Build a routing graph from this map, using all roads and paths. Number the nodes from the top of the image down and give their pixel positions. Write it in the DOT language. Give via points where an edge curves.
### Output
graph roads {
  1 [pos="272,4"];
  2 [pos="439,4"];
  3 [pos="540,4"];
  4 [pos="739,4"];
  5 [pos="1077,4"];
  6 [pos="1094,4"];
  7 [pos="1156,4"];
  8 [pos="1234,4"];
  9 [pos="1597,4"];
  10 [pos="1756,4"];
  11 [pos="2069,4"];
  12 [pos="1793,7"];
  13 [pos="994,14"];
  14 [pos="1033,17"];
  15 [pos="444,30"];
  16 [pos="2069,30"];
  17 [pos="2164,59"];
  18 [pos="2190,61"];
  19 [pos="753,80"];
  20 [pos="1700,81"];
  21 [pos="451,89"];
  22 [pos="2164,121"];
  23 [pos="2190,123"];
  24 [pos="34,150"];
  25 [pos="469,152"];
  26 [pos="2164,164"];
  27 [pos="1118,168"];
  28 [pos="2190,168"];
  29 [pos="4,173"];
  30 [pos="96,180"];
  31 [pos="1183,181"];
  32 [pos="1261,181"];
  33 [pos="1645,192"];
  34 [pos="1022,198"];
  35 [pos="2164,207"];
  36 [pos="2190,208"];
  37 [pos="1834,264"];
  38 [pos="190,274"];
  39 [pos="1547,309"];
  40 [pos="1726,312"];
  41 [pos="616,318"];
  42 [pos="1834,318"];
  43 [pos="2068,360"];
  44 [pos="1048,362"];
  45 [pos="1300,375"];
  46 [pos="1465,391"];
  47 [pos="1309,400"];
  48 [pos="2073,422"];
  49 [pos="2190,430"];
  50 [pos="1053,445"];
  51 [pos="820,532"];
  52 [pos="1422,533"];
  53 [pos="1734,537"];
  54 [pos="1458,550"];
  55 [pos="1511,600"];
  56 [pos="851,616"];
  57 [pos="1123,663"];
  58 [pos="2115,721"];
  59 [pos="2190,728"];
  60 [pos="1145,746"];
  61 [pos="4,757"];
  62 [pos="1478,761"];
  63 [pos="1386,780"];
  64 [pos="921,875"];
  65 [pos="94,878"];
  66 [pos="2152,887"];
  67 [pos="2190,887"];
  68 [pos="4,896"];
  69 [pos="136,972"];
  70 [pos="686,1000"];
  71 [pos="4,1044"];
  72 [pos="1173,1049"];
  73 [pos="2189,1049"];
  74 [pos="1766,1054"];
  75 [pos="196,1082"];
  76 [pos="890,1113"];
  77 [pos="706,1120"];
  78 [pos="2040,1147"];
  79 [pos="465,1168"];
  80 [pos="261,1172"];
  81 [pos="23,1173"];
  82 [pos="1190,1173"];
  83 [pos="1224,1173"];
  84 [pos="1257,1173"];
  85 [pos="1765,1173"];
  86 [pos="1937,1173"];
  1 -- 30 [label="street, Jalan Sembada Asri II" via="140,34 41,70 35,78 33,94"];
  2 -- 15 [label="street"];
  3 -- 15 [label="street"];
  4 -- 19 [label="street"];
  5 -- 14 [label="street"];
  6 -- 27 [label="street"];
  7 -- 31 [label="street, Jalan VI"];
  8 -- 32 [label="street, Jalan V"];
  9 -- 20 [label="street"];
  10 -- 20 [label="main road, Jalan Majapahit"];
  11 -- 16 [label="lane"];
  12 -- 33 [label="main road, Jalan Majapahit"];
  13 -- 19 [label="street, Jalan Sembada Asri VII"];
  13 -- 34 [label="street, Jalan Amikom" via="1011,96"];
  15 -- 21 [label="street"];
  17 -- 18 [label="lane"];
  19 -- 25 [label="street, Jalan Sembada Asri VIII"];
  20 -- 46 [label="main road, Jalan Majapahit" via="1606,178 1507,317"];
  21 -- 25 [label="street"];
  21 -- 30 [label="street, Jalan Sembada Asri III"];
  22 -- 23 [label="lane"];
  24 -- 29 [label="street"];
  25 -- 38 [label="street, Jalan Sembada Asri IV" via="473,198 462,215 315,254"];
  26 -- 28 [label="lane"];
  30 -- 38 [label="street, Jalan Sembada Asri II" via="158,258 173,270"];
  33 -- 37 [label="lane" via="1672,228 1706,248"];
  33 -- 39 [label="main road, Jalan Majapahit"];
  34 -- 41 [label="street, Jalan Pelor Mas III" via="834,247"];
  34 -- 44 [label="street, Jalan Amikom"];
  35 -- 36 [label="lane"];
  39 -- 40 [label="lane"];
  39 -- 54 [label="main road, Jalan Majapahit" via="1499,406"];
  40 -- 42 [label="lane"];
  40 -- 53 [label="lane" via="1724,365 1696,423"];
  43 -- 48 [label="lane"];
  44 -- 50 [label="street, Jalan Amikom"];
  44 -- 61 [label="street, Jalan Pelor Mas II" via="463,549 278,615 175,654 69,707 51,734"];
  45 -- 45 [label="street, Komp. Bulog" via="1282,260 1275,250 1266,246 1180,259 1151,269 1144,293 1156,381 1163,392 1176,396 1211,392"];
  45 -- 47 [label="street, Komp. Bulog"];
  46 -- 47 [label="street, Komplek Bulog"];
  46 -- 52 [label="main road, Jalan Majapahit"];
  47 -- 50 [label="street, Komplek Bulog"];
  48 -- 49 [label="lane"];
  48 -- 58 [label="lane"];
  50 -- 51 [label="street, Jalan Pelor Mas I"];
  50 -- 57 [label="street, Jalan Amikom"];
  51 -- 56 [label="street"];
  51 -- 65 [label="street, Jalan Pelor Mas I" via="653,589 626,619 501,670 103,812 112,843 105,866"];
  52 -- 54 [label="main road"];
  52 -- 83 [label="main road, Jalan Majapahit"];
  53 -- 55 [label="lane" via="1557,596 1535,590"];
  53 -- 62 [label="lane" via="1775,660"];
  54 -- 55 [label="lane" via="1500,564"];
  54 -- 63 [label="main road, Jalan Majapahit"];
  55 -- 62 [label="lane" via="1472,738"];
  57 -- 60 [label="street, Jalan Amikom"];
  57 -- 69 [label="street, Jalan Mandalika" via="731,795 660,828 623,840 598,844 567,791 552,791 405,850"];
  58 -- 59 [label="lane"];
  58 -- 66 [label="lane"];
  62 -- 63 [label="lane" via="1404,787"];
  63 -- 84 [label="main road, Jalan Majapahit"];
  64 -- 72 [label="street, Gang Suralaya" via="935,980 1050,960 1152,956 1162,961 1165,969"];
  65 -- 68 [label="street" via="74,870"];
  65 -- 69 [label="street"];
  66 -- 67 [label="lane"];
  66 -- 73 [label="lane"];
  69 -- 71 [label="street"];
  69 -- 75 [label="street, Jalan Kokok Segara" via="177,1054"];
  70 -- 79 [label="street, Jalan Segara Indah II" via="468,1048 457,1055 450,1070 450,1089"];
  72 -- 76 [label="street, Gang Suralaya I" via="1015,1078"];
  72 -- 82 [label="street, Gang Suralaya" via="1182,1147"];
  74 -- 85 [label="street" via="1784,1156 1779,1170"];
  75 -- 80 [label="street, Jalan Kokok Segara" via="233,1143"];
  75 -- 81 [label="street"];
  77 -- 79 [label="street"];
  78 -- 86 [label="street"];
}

__EXERCISE INSTRUCTIONS__. Exactly and without omission, set down every entry.

__EXERCISE RESULT__.
Build a routing graph from this map, using all roads and paths. Number the nodes from the top of the image down and give their pixel positions. Write it in the DOT language. Give via points where an edge curves.
### Output
graph roads {
  1 [pos="272,4"];
  2 [pos="439,4"];
  3 [pos="540,4"];
  4 [pos="739,4"];
  5 [pos="1077,4"];
  6 [pos="1094,4"];
  7 [pos="1156,4"];
  8 [pos="1234,4"];
  9 [pos="1597,4"];
  10 [pos="1756,4"];
  11 [pos="2069,4"];
  12 [pos="1793,7"];
  13 [pos="994,14"];
  14 [pos="1033,17"];
  15 [pos="444,30"];
  16 [pos="2069,30"];
  17 [pos="2164,59"];
  18 [pos="2190,61"];
  19 [pos="753,80"];
  20 [pos="1700,81"];
  21 [pos="451,89"];
  22 [pos="2164,121"];
  23 [pos="2190,123"];
  24 [pos="34,150"];
  25 [pos="469,152"];
  26 [pos="2164,164"];
  27 [pos="1118,168"];
  28 [pos="2190,168"];
  29 [pos="4,173"];
  30 [pos="96,180"];
  31 [pos="1183,181"];
  32 [pos="1261,181"];
  33 [pos="1645,192"];
  34 [pos="1022,198"];
  35 [pos="2164,207"];
  36 [pos="2190,208"];
  37 [pos="1834,264"];
  38 [pos="190,274"];
  39 [pos="1547,309"];
  40 [pos="1726,312"];
  41 [pos="616,318"];
  42 [pos="1834,318"];
  43 [pos="2068,360"];
  44 [pos="1048,362"];
  45 [pos="1300,375"];
  46 [pos="1465,391"];
  47 [pos="1309,400"];
  48 [pos="2073,422"];
  49 [pos="2190,430"];
  50 [pos="1053,445"];
  51 [pos="820,532"];
  52 [pos="1422,533"];
  53 [pos="1734,537"];
  54 [pos="1458,550"];
  55 [pos="1511,600"];
  56 [pos="851,616"];
  57 [pos="1123,663"];
  58 [pos="2115,721"];
  59 [pos="2190,728"];
  60 [pos="1145,746"];
  61 [pos="4,757"];
  62 [pos="1478,761"];
  63 [pos="1386,780"];
  64 [pos="921,875"];
  65 [pos="94,878"];
  66 [pos="2152,887"];
  67 [pos="2190,887"];
  68 [pos="4,896"];
  69 [pos="136,972"];
  70 [pos="686,1000"];
  71 [pos="4,1044"];
  72 [pos="1173,1049"];
  73 [pos="2189,1049"];
  74 [pos="1766,1054"];
  75 [pos="196,1082"];
  76 [pos="890,1113"];
  77 [pos="706,1120"];
  78 [pos="2040,1147"];
  79 [pos="465,1168"];
  80 [pos="261,1172"];
  81 [pos="23,1173"];
  82 [pos="1190,1173"];
  83 [pos="1224,1173"];
  84 [pos="1257,1173"];
  85 [pos="1765,1173"];
  86 [pos="1937,1173"];
  1 -- 30 [label="street, Jalan Sembada Asri II" via="140,34 41,70 35,78 33,94"];
  2 -- 15 [label="street"];
  3 -- 15 [label="street"];
  4 -- 19 [label="street"];
  5 -- 14 [label="street"];
  6 -- 27 [label="street"];
  7 -- 31 [label="street, Jalan VI"];
  8 -- 32 [label="street, Jalan V"];
  9 -- 20 [label="street"];
  10 -- 20 [label="main road, Jalan Majapahit"];
  11 -- 16 [label="lane"];
  12 -- 33 [label="main road, Jalan Majapahit"];
  13 -- 19 [label="street, Jalan Sembada Asri VII"];
  13 -- 34 [label="street, Jalan Amikom" via="1011,96"];
  15 -- 21 [label="street"];
  17 -- 18 [label="lane"];
  19 -- 25 [label="street, Jalan Sembada Asri VIII"];
  20 -- 46 [label="main road, Jalan Majapahit" via="1606,178 1507,317"];
  21 -- 25 [label="street"];
  21 -- 30 [label="street, Jalan Sembada Asri III"];
  22 -- 23 [label="lane"];
  24 -- 29 [label="street"];
  25 -- 38 [label="street, Jalan Sembada Asri IV" via="473,198 462,215 315,254"];
  26 -- 28 [label="lane"];
  30 -- 38 [label="street, Jalan Sembada Asri II" via="158,258 173,270"];
  33 -- 37 [label="lane" via="1672,228 1706,248"];
  33 -- 39 [label="main road, Jalan Majapahit"];
  34 -- 41 [label="street, Jalan Pelor Mas III" via="834,247"];
  34 -- 44 [label="street, Jalan Amikom"];
  35 -- 36 [label="lane"];
  39 -- 40 [label="lane"];
  39 -- 54 [label="main road, Jalan Majapahit" via="1499,406"];
  40 -- 42 [label="lane"];
  40 -- 53 [label="lane" via="1724,365 1696,423"];
  43 -- 48 [label="lane"];
  44 -- 50 [label="street, Jalan Amikom"];
  44 -- 61 [label="street, Jalan Pelor Mas II" via="463,549 278,615 175,654 69,707 51,734"];
  45 -- 45 [label="street, Komp. Bulog" via="1282,260 1275,250 1266,246 1180,259 1151,269 1144,293 1156,381 1163,392 1176,396 1211,392"];
  45 -- 47 [label="street, Komp. Bulog"];
  46 -- 47 [label="street, Komplek Bulog"];
  46 -- 52 [label="main road, Jalan Majapahit"];
  47 -- 50 [label="street, Komplek Bulog"];
  48 -- 49 [label="lane"];
  48 -- 58 [label="lane"];
  50 -- 51 [label="street, Jalan Pelor Mas I"];
  50 -- 57 [label="street, Jalan Amikom"];
  51 -- 56 [label="street"];
  51 -- 65 [label="street, Jalan Pelor Mas I" via="653,589 626,619 501,670 103,812 112,843 105,866"];
  52 -- 54 [label="main road"];
  52 -- 83 [label="main road, Jalan Majapahit"];
  53 -- 55 [label="lane" via="1557,596 1535,590"];
  53 -- 62 [label="lane" via="1775,660"];
  54 -- 55 [label="lane" via="1500,564"];
  54 -- 63 [label="main road, Jalan Majapahit"];
  55 -- 62 [label="lane" via="1472,738"];
  57 -- 60 [label="street, Jalan Amikom"];
  57 -- 69 [label="street, Jalan Mandalika" via="731,795 660,828 623,840 598,844 567,791 552,791 405,850"];
  58 -- 59 [label="lane"];
  58 -- 66 [label="lane"];
  62 -- 63 [label="lane" via="1404,787"];
  63 -- 84 [label="main road, Jalan Majapahit"];
  64 -- 72 [label="street, Gang Suralaya" via="935,980 1050,960 1152,956 1162,961 1165,969"];
  65 -- 68 [label="street" via="74,870"];
  65 -- 69 [label="street"];
  66 -- 67 [label="lane"];
  66 -- 73 [label="lane"];
  69 -- 71 [label="street"];
  69 -- 75 [label="street, Jalan Kokok Segara" via="177,1054"];
  70 -- 79 [label="street, Jalan Segara Indah II" via="468,1048 457,1055 450,1070 450,1089"];
  72 -- 76 [label="street, Gang Suralaya I" via="1015,1078"];
  72 -- 82 [label="street, Gang Suralaya" via="1182,1147"];
  74 -- 85 [label="street" via="1784,1156 1779,1170"];
  75 -- 80 [label="street, Jalan Kokok Segara" via="233,1143"];
  75 -- 81 [label="street"];
  77 -- 79 [label="street"];
  78 -- 86 [label="street"];
}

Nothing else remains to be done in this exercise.